Income from operations was $256.3 million, an increase of $55.6 million, or 27.7%, from $200.7 million in the first quarter of 2007.

- The operating margin was 10.8%, up from last year’s first quarter operating margin of 10%. The results for the first quarter of 2008 included the effect of inventory valuation adjustments and intangible amortization of approximately $5 million related to the acquisition of both Superior Highwall Miners (SHM) and ASV.
- Leverage from revenue growth in more profitable segments and the positive impact of pricing adjustments more than offset the unfavorable performance of certain product lines.
- Selling, general and administrative costs increased $46.4 million versus the prior year period, reflecting continued investment in support of various operational improvement initiatives, including supply chain management, global sales and service capabilities in developing markets, marketing, implementation of the Terex Management System (management information system), and strategic sourcing initiative. Additionally, approximately $13 million of this impact was due to the translation effect of foreign currency exchange rate changes. Selling, general and administrative expenses as a percentage of net sales increased when compared with 2007, to 10.9% of net sales versus 10.5% of net sales in the prior year quarter.
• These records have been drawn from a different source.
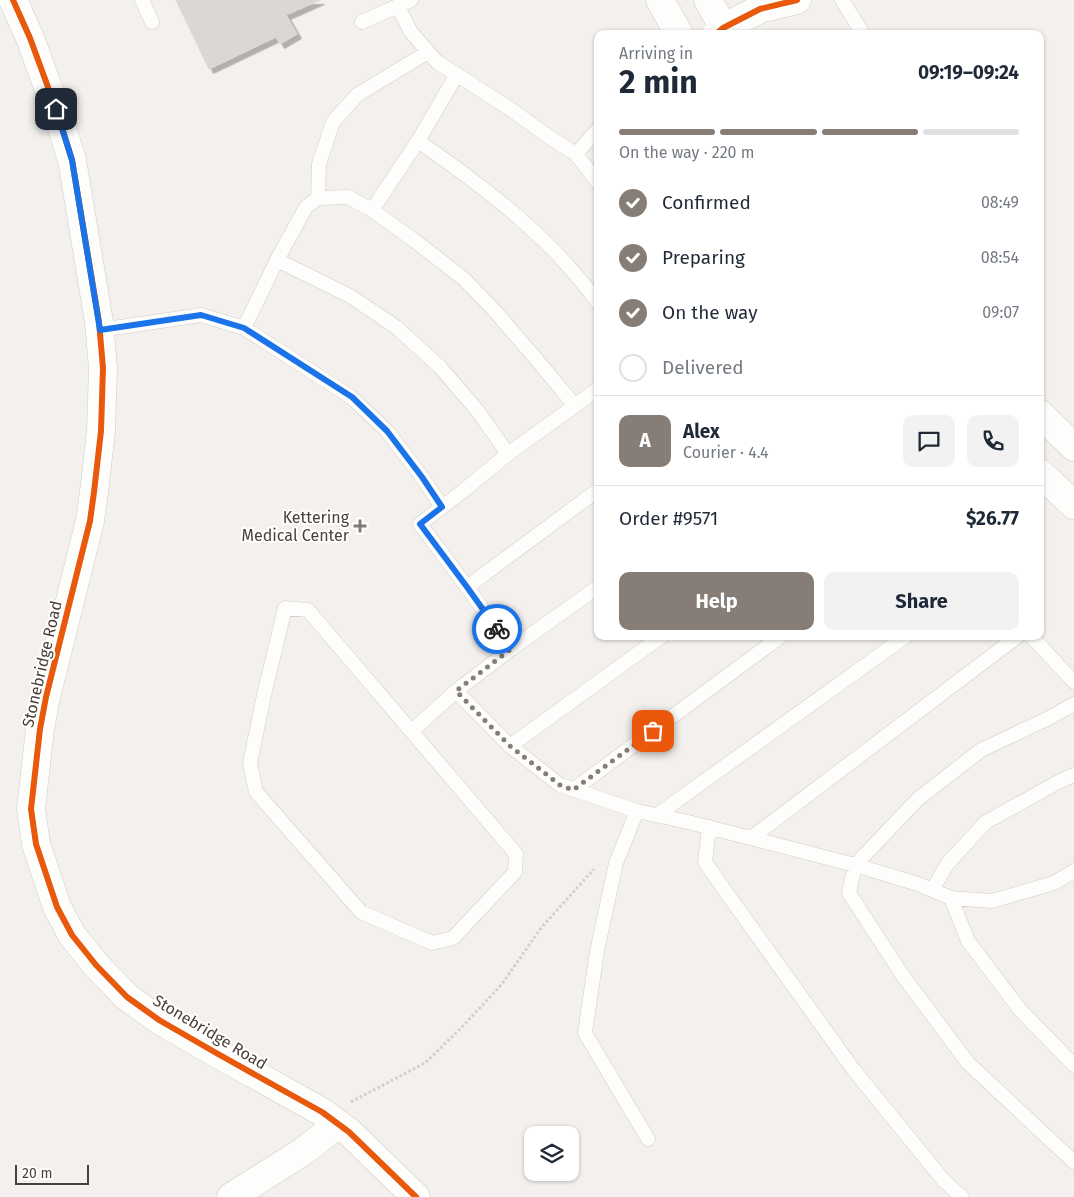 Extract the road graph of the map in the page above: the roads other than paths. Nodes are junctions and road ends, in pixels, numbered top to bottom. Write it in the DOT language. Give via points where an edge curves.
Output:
graph roads {
  1 [pos="13,0"];
  2 [pos="142,0"];
  3 [pos="411,0"];
  4 [pos="660,0"];
  5 [pos="708,0"];
  6 [pos="797,0"];
  7 [pos="842,0"];
  8 [pos="398,7"];
  9 [pos="152,22"];
  10 [pos="362,22"];
  11 [pos="678,30"];
  12 [pos="721,30"];
  13 [pos="725,30"];
  14 [pos="861,30"];
  15 [pos="428,52"];
  16 [pos="457,74"];
  17 [pos="594,134"];
  18 [pos="418,141"];
  19 [pos="576,154"];
  20 [pos="594,178"];
  21 [pos="318,198"];
  22 [pos="372,210"];
  23 [pos="277,260"];
  24 [pos="594,298"];
  25 [pos="244,328"];
  26 [pos="100,330"];
  27 [pos="594,392"];
  28 [pos="575,406"];
  29 [pos="1044,418"];
  30 [pos="1074,447"];
  31 [pos="508,454"];
  32 [pos="1044,477"];
  33 [pos="594,493"];
  34 [pos="1074,505"];
  35 [pos="442,507"];
  36 [pos="467,587"];
  37 [pos="594,590"];
  38 [pos="656,640"];
  39 [pos="776,640"];
  40 [pos="900,640"];
  41 [pos="1013,640"];
  42 [pos="1036,640"];
  43 [pos="511,649"];
  44 [pos="1074,682"];
  45 [pos="456,691"];
  46 [pos="1074,704"];
  47 [pos="412,731"];
  48 [pos="510,746"];
  49 [pos="1074,775"];
  50 [pos="573,790"];
  51 [pos="637,811"];
  52 [pos="657,816"];
  53 [pos="709,827"];
  54 [pos="751,838"];
  55 [pos="855,865"];
  56 [pos="1074,871"];
  57 [pos="932,890"];
  58 [pos="951,898"];
  59 [pos="1074,1065"];
  60 [pos="338,1124"];
  61 [pos="648,1139"];
  62 [pos="1074,1162"];
  63 [pos="231,1197"];
  64 [pos="416,1197"];
  65 [pos="962,1197"];
  1 -- 26 [label="street, Stonebridge Road" via="30,38 72,160"];
  2 -- 9 [label="lane"];
  3 -- 8 [label="lane"];
  4 -- 11 [label="street"];
  5 -- 12 [label="street"];
  6 -- 13 [label="street" via="760,8"];
  7 -- 14 [label="lane"];
  8 -- 10 [label="lane"];
  8 -- 15 [label="lane" via="411,32"];
  15 -- 16 [label="lane" via="437,62"];
  15 -- 21 [label="lane" via="357,95 333,122 318,164"];
  16 -- 18 [label="lane"];
  16 -- 19 [label="lane"];
  17 -- 19 [label="lane"];
  18 -- 22 [label="lane"];
  18 -- 24 [label="lane" via="472,178 524,222"];
  19 -- 20 [label="lane"];
  21 -- 22 [label="lane" via="348,197"];
  21 -- 23 [label="lane" via="306,207"];
  22 -- 28 [label="lane" via="464,279"];
  23 -- 25 [label="lane"];
  23 -- 31 [label="lane" via="350,296 396,327 440,367 477,410"];
  25 -- 26 [label="lane" via="201,315"];
  25 -- 35 [label="lane" via="352,397 387,431"];
  26 -- 60 [label="street, Stonebridge Road" via="103,368 101,431 94,492 90,521 40,729 31,809 36,844 57,907 72,935 127,997 159,1020"];
  27 -- 28 [label="lane"];
  28 -- 31 [label="lane"];
  29 -- 30 [label="street"];
  31 -- 35 [label="lane"];
  32 -- 34 [label="street"];
  33 -- 36 [label="lane"];
  35 -- 36 [label="lane" via="420,524"];
  36 -- 43 [label="lane"];
  37 -- 43 [label="lane"];
  38 -- 48 [label="lane"];
  39 -- 50 [label="lane"];
  40 -- 52 [label="lane"];
  41 -- 54 [label="lane"];
  42 -- 44 [label="lane"];
  43 -- 45 [label="lane"];
  45 -- 47 [label="lane"];
  45 -- 48 [label="lane"];
  46 -- 55 [label="lane" via="982,750 918,799"];
  47 -- 47 [label="lane" via="308,610 285,608 250,763 256,792 361,912 432,943 452,938 515,872 516,854"];
  48 -- 50 [label="lane" via="560,785"];
  49 -- 57 [label="lane" via="986,822 948,863"];
  50 -- 51 [label="lane"];
  51 -- 52 [label="lane"];
  51 -- 61 [label="lane" via="616,863 596,952 585,1032"];
  52 -- 53 [label="lane"];
  53 -- 54 [label="lane"];
  53 -- 65 [label="lane" via="705,862 853,1070 944,1181"];
  54 -- 55 [label="lane"];
  55 -- 57 [label="lane"];
  55 -- 62 [label="lane" via="849,893 903,976 968,1063"];
  56 -- 58 [label="lane" via="1054,883 992,901"];
  57 -- 58 [label="lane"];
  58 -- 59 [label="lane" via="968,941 1021,1011"];
  60 -- 63 [label="street" via="304,1151"];
  60 -- 64 [label="street, Stonebridge Road"];
} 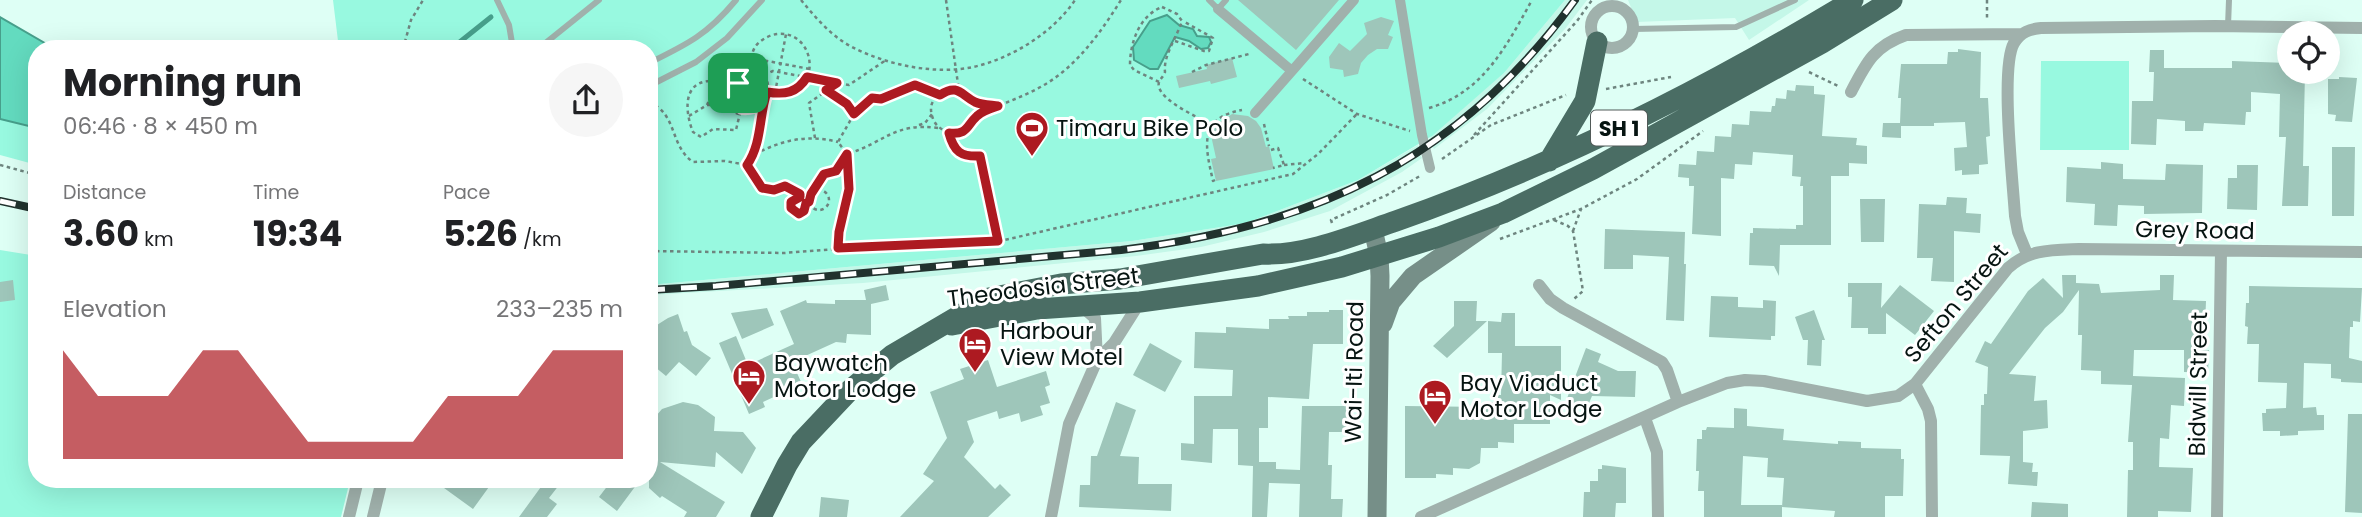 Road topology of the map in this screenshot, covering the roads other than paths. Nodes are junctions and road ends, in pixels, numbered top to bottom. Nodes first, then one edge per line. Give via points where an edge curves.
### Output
1 (497, 0) edge
2 (599, 0) edge
3 (736, 0) edge
4 (762, 0) edge
5 (1209, 0) edge
6 (1226, 0) edge
7 (1354, 0) edge
8 (1400, 0) edge
9 (1796, 0) edge
10 (1853, 0) edge
11 (1892, 0) edge
12 (2229, 0) edge
13 (1614, 3) edge
14 (1218, 9) junction
15 (2228, 26) junction
16 (2362, 28) edge
17 (1633, 29) junction
18 (2022, 34) junction
19 (512, 40) edge
20 (549, 40) edge
21 (1597, 42) junction
22 (658, 59) edge
23 (1292, 71) junction
24 (658, 81) edge
25 (1851, 92) road end
26 (1255, 113) road end
27 (1549, 161) junction
28 (1430, 168) road end
29 (1503, 213) junction
30 (1373, 229) junction
31 (2221, 251) junction
32 (2362, 252) edge
33 (2027, 254) junction
34 (1379, 256) junction
35 (1539, 285) dead end
36 (1140, 302) junction
37 (1080, 305) junction
38 (939, 327) junction
39 (1379, 336) junction
40 (1097, 360) junction
41 (1915, 384) junction
42 (1678, 402) junction
43 (1645, 418) junction
44 (356, 488) edge
45 (380, 488) edge
46 (349, 517) edge
47 (373, 517) edge
48 (761, 517) edge
49 (1051, 517) edge
50 (1377, 517) edge
51 (1421, 517) edge
52 (1658, 517) edge
53 (1932, 517) edge
54 (2217, 517) edge

1 - 19 lane
2 - 20 lane
3 - 22 lane via 693,42
4 - 24 lane via 727,38 696,62
5 - 14 lane
6 - 14 lane
7 - 23 street
8 - 28 street
9 - 17 lane via 1736,27
10 - 27 highway, Theodosia Street / SH 1 via 1681,96
11 - 29 highway, Theodosia Street / SH 1 via 1593,169
12 - 15 lane
13 - 17 street via 1630,16
13 - 21 street via 1592,18 1591,31
14 - 23 street
15 - 16 street
15 - 18 street via 2041,28
17 - 21 street via 1619,47
18 - 25 street via 1906,35 1890,41 1871,58
18 - 33 street, Sefton Street via 2011,50 2007,77 2016,224
21 - 27 highway via 1585,101
23 - 26 street
27 - 30 highway, Theodosia Street / SH 1
29 - 34 highway, Theodosia Street / SH 1
29 - 39 main road via 1413,276 1391,302
30 - 34 main road, Wai-Iti Road
30 - 38 highway, Theodosia Street / SH 1 via 1277,255 989,298
31 - 32 street, Grey Road
31 - 33 street, Grey Road via 2054,250
31 - 54 street, Bidwill Street
33 - 41 street, Sefton Street via 2000,276
34 - 36 highway, Theodosia Street / SH 1 via 1258,286
34 - 39 main road, Wai-Iti Road
35 - 42 street via 1563,308 1662,362
36 - 37 highway, Theodosia Street / SH 1
36 - 40 street
37 - 38 highway, Theodosia Street / SH 1
37 - 40 street via 1095,318
38 - 48 highway, SH 1 via 871,371 819,421 787,465
39 - 50 main road, Wai-Iti Road
40 - 49 street via 1069,424
41 - 42 street via 1898,397 1867,401 1745,380
41 - 53 street, Sefton Street via 1931,421
42 - 43 street
43 - 51 street
43 - 52 street via 1657,452
44 - 46 street
45 - 47 street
Interest expense was $25.5 million, compared with $14.2 million in the first quarter of 2007, reflecting increased outstanding debt versus year ago levels resulting from the $800 million senior subordinated note offering completed in November 2007.

- Interest income also increased $5.7 million versus the prior year, as the majority of the proceeds of the issuance of this new debt were held in cash and cash equivalents until the consummation of the ASV acquisition in late February 2008.
- Other income totaled $6.6 million, compared with $4.6 million for the first quarter of 2007, primarily attributable to foreign currency translation gains.

The effective tax rate for continuing operations was 33.8%, compared to the effective tax rate of 37.5% for the first quarter of 2007, as the mix of international business and the effect of recently reduced statutory rates in several European countries had a positive impact.

In the first quarter of 2007, the effect of a discrete charge for the repatriation of international cash negatively impacted the effective tax rate.

Return on Invested Capital (ROIC) was 27.3% for the trailing twelve months ended March 31, 2008.

The company has altered its method of how ROIC is calculated to now provide the metric on an after-tax basis.

- Cash flow from operations was a use of $190.4 million, higher use of cash when compared with the prior year’s first quarter. Strong earnings were more than offset by a decrease in customer advances due to certain large crane and mining equipment deliveries in the first quarter, as well as an increase in working capital ahead of anticipated sales in the second and third quarters.
- Debt, less cash and cash equivalents, increased $522 million to $769.2 million, compared to the first quarter of 2007, reflecting the impact of recent acquisitions and an increase in working capital, offset somewhat by increased earnings. In addition, the company repurchased approximately $52 million of Terex common stock pursuant to its previously announced stock repurchase program. Through March 31, 2008, the company repurchased approximately $218 million of its common stock under the total authorized $700 million program, which expires June 30, 2009. The company’s performance has led to a ratio of Debt, less cash and cash equivalents, to Total Capitalization of 23.3% at the end of the first quarter of 2008, with the largest influence on outstanding indebtedness being the cash paid in late February to acquire ASV.

Working Capital as a percent of Trailing Three Month Annualized Sales was 24.9% at March 31, 2008, as compared to approximately 21.5% at March 31, 2007.